__What to do__: Would you set down all of the entries below exactly as they stand?

Data entries
╭──
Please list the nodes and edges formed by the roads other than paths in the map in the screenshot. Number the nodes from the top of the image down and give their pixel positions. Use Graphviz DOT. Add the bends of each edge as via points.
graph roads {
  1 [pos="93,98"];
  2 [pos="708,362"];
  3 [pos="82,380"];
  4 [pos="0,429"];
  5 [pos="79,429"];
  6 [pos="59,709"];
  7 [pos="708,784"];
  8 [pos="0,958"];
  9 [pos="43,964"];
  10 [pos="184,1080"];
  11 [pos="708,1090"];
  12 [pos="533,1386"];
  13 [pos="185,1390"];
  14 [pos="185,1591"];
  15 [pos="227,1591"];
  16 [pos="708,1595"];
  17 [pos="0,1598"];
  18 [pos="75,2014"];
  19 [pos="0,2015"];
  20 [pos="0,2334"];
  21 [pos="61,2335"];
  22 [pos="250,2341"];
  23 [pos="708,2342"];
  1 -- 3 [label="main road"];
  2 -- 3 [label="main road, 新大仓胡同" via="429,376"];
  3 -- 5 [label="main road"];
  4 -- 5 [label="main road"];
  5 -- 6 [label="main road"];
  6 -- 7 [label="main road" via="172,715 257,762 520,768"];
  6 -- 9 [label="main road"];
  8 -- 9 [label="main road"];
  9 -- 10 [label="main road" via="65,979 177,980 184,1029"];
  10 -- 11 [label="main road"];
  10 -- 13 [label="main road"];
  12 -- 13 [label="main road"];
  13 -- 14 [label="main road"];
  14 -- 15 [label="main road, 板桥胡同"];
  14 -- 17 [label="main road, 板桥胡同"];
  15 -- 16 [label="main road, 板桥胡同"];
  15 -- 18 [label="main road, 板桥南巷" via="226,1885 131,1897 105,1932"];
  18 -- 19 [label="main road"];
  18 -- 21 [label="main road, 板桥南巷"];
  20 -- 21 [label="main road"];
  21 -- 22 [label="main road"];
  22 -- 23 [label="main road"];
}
╰──
__Response__:
Please list the nodes and edges formed by the roads other than paths in the map in the screenshot. Number the nodes from the top of the image down and give their pixel positions. Use Graphviz DOT. Add the bends of each edge as via points.
graph roads {
  1 [pos="93,98"];
  2 [pos="708,362"];
  3 [pos="82,380"];
  4 [pos="0,429"];
  5 [pos="79,429"];
  6 [pos="59,709"];
  7 [pos="708,784"];
  8 [pos="0,958"];
  9 [pos="43,964"];
  10 [pos="184,1080"];
  11 [pos="708,1090"];
  12 [pos="533,1386"];
  13 [pos="185,1390"];
  14 [pos="185,1591"];
  15 [pos="227,1591"];
  16 [pos="708,1595"];
  17 [pos="0,1598"];
  18 [pos="75,2014"];
  19 [pos="0,2015"];
  20 [pos="0,2334"];
  21 [pos="61,2335"];
  22 [pos="250,2341"];
  23 [pos="708,2342"];
  1 -- 3 [label="main road"];
  2 -- 3 [label="main road, 新大仓胡同" via="429,376"];
  3 -- 5 [label="main road"];
  4 -- 5 [label="main road"];
  5 -- 6 [label="main road"];
  6 -- 7 [label="main road" via="172,715 257,762 520,768"];
  6 -- 9 [label="main road"];
  8 -- 9 [label="main road"];
  9 -- 10 [label="main road" via="65,979 177,980 184,1029"];
  10 -- 11 [label="main road"];
  10 -- 13 [label="main road"];
  12 -- 13 [label="main road"];
  13 -- 14 [label="main road"];
  14 -- 15 [label="main road, 板桥胡同"];
  14 -- 17 [label="main road, 板桥胡同"];
  15 -- 16 [label="main road, 板桥胡同"];
  15 -- 18 [label="main road, 板桥南巷" via="226,1885 131,1897 105,1932"];
  18 -- 19 [label="main road"];
  18 -- 21 [label="main road, 板桥南巷"];
  20 -- 21 [label="main road"];
  21 -- 22 [label="main road"];
  22 -- 23 [label="main road"];
}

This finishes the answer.